### PROBLEM DESCRIPTION
Everything from the line with "Road topology of" down to the last line of the material below must be written out exactly. Leave out all other lines.

### RECORDS PROVIDED

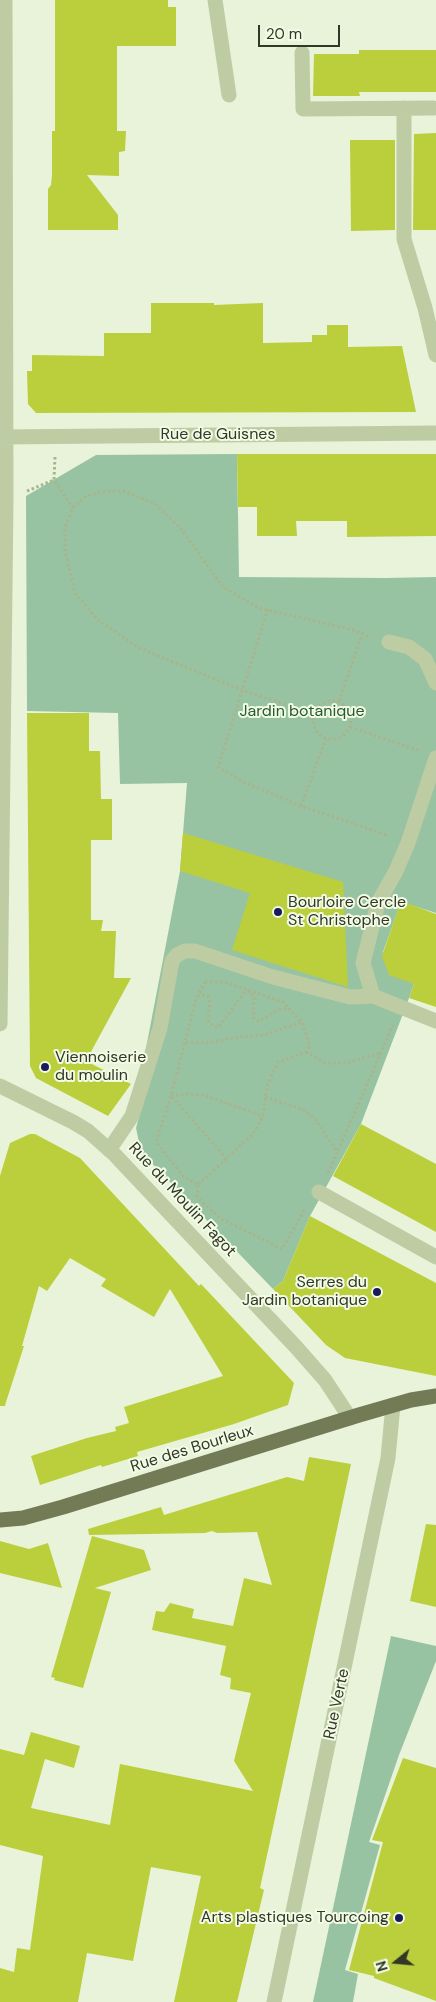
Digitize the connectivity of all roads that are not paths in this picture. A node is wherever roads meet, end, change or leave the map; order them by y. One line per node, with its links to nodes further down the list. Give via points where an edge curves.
1 (5, 0): 7 (street)
2 (215, 0): 4 (street)
3 (302, 53): 5 (street, via 303,109)
4 (229, 96)
5 (404, 108): 6 (street); 8 (street, via 404,239)
6 (433, 108)
7 (3, 146): 10 (street)
8 (436, 356)
9 (436, 433): 10 (street, Rue de Guisnes)
10 (3, 437): 11 (street)
11 (3, 500): 17 (street)
12 (389, 642): 13 (street, via 409,647 426,659)
13 (436, 683)
14 (436, 758): 15 (street, via 408,843 378,903 363,964)
15 (373, 996): 16 (street); 19 (street, via 350,997 273,977 195,951 177,955 172,961 160,1028 132,1116)
16 (436, 1022)
17 (0, 1024)
18 (0, 1086): 19 (street, Rue du Moulin Fagot, via 73,1122)
19 (110, 1150): 24 (street, Rue du Moulin Fagot, via 296,1347 325,1380)
20 (319, 1192): 21 (street)
21 (436, 1257)
22 (436, 1396): 23 (main road)
23 (392, 1405): 24 (main road, Rue des Bourleux); 26 (street, Rue Verte, via 388,1458)
24 (350, 1418): 25 (main road, Rue des Bourleux, via 63,1508)
25 (0, 1520)
26 (274, 2002)

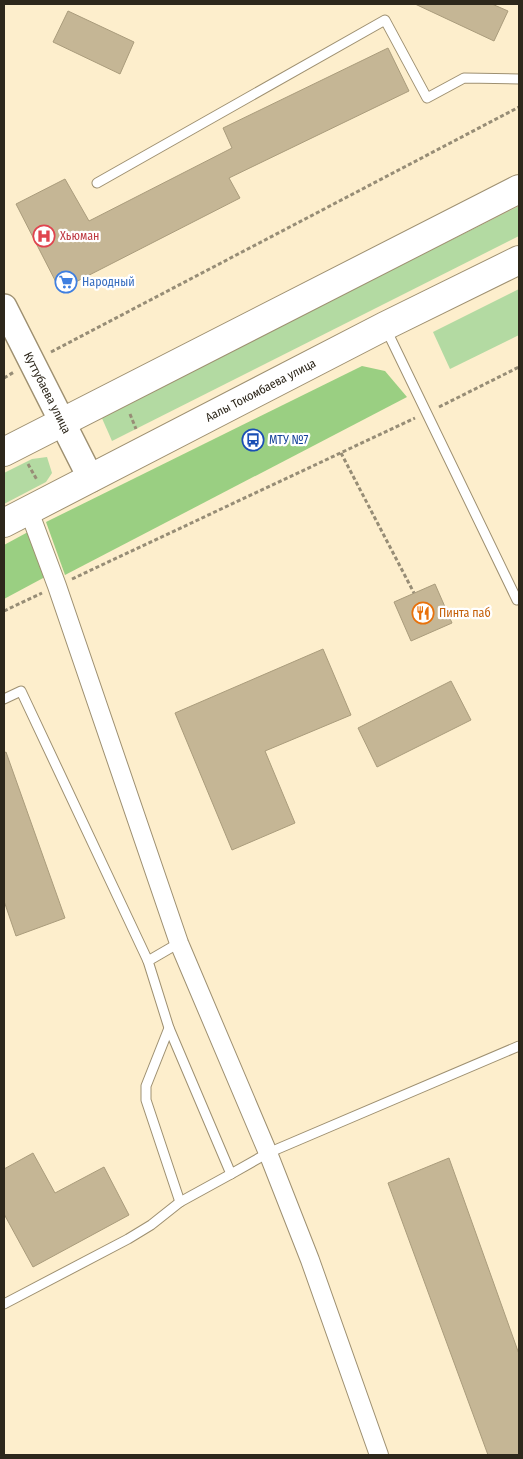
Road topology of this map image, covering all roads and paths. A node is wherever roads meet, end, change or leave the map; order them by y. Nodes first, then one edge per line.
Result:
1 (519, 80) edge
2 (519, 107) edge
3 (97, 182) dead end
4 (519, 190) edge
5 (519, 260) edge
6 (4, 307) edge
7 (385, 326) junction
8 (51, 353) dead end
9 (519, 367) edge
10 (129, 412) dead end
11 (427, 413) junction
12 (63, 422) junction
13 (137, 429) dead end
14 (341, 454) junction
15 (15, 457) edge
16 (91, 479) junction
17 (40, 485) dead end
18 (29, 510) junction
19 (4, 523) edge
20 (57, 586) junction
21 (414, 593) dead end
22 (519, 599) edge
23 (4, 611) edge
24 (4, 699) edge
25 (180, 943) junction
26 (148, 961) junction
27 (169, 1028) junction
28 (519, 1046) edge
29 (268, 1153) junction
30 (231, 1174) junction
31 (180, 1202) junction
32 (4, 1304) edge
33 (379, 1455) edge

1 - 3 lane
2 - 8 path
4 - 12 main road
5 - 7 main road, Аалы Токомбаева улица
6 - 12 main road, Куттубаева улица
7 - 11 lane
7 - 16 main road, Аалы Токомбаева улица
9 - 11 path
10 - 13 path
11 - 14 path
11 - 22 lane
12 - 15 main road
12 - 16 main road, Куттубаева улица
14 - 20 path
14 - 21 path
15 - 17 path
16 - 18 main road, Аалы Токомбаева улица
18 - 19 main road, Аалы Токомбаева улица
18 - 20 street
20 - 23 path
20 - 25 street
24 - 26 lane
25 - 26 lane
25 - 29 street
26 - 27 lane
27 - 30 lane
27 - 31 lane
28 - 29 lane
29 - 30 lane
29 - 33 street
30 - 31 lane
31 - 32 lane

### YOUR RESPONSE
Road topology of this map image, covering all roads and paths. A node is wherever roads meet, end, change or leave the map; order them by y. Nodes first, then one edge per line.
Result:
1 (519, 80) edge
2 (519, 107) edge
3 (97, 182) dead end
4 (519, 190) edge
5 (519, 260) edge
6 (4, 307) edge
7 (385, 326) junction
8 (51, 353) dead end
9 (519, 367) edge
10 (129, 412) dead end
11 (427, 413) junction
12 (63, 422) junction
13 (137, 429) dead end
14 (341, 454) junction
15 (15, 457) edge
16 (91, 479) junction
17 (40, 485) dead end
18 (29, 510) junction
19 (4, 523) edge
20 (57, 586) junction
21 (414, 593) dead end
22 (519, 599) edge
23 (4, 611) edge
24 (4, 699) edge
25 (180, 943) junction
26 (148, 961) junction
27 (169, 1028) junction
28 (519, 1046) edge
29 (268, 1153) junction
30 (231, 1174) junction
31 (180, 1202) junction
32 (4, 1304) edge
33 (379, 1455) edge

1 - 3 lane
2 - 8 path
4 - 12 main road
5 - 7 main road, Аалы Токомбаева улица
6 - 12 main road, Куттубаева улица
7 - 11 lane
7 - 16 main road, Аалы Токомбаева улица
9 - 11 path
10 - 13 path
11 - 14 path
11 - 22 lane
12 - 15 main road
12 - 16 main road, Куттубаева улица
14 - 20 path
14 - 21 path
15 - 17 path
16 - 18 main road, Аалы Токомбаева улица
18 - 19 main road, Аалы Токомбаева улица
18 - 20 street
20 - 23 path
20 - 25 street
24 - 26 lane
25 - 26 lane
25 - 29 street
26 - 27 lane
27 - 30 lane
27 - 31 lane
28 - 29 lane
29 - 30 lane
29 - 33 street
30 - 31 lane
31 - 32 lane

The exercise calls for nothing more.